#### [The problem]
Copy out all lines in the data below containing the string "Rossanley".

** Opening Data for this task block **

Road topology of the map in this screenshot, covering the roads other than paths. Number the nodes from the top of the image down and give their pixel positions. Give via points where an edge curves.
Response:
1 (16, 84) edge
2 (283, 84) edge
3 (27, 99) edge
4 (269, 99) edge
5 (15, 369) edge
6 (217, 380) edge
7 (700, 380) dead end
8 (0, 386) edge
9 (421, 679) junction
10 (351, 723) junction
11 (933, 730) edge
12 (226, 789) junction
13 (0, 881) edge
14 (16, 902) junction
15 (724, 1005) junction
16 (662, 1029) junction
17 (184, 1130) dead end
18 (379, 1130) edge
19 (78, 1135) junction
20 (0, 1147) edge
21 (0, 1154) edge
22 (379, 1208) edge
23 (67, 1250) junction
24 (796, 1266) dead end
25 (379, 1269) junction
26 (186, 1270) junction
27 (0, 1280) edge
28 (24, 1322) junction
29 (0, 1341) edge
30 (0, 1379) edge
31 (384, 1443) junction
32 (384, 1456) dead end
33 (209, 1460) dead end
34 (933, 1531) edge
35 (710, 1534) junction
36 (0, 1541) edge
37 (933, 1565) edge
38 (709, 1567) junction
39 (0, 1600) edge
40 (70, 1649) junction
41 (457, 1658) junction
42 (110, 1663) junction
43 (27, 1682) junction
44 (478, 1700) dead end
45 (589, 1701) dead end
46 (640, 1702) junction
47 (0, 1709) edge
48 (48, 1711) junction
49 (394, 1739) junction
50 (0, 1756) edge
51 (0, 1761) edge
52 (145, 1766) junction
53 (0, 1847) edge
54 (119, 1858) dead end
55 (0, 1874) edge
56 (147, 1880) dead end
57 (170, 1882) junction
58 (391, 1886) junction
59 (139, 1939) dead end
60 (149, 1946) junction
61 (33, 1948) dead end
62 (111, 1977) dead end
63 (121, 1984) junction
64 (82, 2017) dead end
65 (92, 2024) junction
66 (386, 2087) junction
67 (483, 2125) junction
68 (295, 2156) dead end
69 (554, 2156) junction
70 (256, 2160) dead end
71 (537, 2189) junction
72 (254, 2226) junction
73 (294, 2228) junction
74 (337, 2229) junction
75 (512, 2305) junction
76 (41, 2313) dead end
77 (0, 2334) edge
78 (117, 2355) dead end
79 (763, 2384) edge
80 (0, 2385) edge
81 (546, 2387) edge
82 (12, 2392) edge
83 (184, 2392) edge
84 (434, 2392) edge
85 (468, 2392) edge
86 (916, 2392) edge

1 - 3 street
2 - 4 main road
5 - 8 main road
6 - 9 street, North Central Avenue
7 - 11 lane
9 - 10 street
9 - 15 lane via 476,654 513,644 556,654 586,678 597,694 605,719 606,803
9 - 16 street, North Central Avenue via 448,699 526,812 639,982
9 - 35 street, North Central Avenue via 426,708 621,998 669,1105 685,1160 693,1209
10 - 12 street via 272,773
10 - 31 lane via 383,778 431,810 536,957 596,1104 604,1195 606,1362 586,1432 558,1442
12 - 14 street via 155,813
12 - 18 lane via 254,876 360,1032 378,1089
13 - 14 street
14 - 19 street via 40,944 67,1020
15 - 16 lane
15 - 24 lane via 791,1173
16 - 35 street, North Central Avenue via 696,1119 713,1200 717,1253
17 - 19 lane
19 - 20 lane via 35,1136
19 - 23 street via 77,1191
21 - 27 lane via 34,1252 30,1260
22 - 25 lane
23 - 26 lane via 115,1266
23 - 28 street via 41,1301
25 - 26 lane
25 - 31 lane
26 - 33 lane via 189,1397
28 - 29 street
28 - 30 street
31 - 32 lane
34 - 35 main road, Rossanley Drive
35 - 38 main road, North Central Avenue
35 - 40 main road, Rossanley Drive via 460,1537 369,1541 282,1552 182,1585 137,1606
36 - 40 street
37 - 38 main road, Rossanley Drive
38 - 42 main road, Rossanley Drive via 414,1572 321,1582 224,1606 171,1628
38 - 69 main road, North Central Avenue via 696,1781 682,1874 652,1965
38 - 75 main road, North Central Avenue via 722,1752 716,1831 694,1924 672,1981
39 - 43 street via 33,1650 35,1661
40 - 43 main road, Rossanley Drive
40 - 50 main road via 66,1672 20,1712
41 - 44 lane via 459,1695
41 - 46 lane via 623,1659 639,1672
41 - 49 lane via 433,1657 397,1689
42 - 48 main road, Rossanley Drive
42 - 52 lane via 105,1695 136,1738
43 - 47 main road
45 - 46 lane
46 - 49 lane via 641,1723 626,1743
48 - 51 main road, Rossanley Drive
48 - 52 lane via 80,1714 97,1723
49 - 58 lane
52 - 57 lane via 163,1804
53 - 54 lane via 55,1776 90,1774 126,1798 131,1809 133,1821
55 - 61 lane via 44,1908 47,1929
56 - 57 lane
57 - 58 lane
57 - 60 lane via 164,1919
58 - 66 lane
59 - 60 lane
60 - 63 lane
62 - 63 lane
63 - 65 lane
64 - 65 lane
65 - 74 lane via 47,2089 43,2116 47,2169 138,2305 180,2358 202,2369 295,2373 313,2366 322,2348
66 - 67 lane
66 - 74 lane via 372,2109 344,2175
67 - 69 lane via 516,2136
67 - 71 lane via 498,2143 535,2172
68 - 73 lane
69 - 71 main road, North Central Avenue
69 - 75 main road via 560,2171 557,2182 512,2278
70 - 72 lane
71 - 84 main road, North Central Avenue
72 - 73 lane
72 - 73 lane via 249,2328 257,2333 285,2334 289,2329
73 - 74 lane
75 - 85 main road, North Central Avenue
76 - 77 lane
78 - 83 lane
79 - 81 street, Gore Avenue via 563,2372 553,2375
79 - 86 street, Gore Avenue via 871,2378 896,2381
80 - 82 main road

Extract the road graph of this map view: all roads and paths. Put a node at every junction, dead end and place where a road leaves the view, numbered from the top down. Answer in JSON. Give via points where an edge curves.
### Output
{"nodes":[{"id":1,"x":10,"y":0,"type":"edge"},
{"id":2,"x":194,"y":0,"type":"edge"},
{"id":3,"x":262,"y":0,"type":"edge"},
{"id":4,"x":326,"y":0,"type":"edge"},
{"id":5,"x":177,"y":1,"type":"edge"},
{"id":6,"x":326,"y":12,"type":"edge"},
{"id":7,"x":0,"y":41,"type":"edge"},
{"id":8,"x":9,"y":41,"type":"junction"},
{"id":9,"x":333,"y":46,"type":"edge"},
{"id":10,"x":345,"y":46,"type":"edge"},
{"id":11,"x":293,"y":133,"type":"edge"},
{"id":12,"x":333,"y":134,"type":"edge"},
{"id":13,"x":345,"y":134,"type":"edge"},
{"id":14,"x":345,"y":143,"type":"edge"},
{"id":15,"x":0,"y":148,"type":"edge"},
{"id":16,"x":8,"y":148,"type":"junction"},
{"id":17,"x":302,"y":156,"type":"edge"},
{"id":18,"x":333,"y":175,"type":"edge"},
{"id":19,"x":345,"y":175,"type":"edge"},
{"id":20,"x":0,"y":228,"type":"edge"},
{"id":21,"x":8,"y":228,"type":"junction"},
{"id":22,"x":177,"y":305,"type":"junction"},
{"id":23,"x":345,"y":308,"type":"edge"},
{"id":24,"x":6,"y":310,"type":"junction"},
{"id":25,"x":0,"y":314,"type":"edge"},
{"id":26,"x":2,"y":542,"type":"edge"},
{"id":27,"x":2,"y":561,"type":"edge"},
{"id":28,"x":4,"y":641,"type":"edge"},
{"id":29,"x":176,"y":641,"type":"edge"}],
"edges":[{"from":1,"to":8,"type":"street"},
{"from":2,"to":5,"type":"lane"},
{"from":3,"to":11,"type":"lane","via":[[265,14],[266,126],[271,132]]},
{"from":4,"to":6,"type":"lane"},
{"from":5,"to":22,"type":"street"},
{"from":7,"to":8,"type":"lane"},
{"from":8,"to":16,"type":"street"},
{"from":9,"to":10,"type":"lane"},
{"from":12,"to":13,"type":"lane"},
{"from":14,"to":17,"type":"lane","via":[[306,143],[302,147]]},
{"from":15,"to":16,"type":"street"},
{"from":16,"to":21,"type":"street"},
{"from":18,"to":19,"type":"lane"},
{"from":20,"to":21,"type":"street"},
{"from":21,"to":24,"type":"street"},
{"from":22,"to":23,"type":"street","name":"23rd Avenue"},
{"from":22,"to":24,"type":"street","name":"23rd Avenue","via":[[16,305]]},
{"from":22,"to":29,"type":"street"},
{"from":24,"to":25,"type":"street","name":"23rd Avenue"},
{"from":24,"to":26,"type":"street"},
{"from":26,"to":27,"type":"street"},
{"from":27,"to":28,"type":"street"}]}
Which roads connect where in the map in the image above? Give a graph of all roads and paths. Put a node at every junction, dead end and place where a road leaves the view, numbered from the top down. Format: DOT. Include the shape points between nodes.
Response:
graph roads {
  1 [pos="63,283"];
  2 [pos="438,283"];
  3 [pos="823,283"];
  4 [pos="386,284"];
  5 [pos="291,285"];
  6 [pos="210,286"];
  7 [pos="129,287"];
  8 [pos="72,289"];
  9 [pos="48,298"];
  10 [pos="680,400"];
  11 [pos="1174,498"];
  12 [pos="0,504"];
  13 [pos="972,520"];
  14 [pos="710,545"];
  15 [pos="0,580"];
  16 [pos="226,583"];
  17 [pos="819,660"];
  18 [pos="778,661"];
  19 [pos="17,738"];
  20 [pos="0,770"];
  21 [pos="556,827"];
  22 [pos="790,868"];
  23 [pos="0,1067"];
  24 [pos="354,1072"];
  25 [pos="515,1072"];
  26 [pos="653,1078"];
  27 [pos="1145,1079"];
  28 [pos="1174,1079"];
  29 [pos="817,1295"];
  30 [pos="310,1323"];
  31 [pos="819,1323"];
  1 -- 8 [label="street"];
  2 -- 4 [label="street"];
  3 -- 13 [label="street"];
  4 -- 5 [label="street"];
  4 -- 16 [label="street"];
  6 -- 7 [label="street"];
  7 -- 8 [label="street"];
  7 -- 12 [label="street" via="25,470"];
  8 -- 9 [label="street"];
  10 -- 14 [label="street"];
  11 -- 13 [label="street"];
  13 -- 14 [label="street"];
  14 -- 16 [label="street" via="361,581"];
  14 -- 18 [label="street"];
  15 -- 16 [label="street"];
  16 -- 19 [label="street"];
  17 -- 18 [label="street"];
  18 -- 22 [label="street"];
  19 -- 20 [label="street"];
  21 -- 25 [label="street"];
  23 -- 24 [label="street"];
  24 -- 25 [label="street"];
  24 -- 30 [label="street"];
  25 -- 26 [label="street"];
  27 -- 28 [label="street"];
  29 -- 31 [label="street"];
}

** Closing Data for this task block **

#### [Finished exercise]
34 - 35 main road, Rossanley Drive
35 - 40 main road, Rossanley Drive via 460,1537 369,1541 282,1552 182,1585 137,1606
37 - 38 main road, Rossanley Drive
38 - 42 main road, Rossanley Drive via 414,1572 321,1582 224,1606 171,1628
40 - 43 main road, Rossanley Drive
42 - 48 main road, Rossanley Drive
48 - 51 main road, Rossanley Drive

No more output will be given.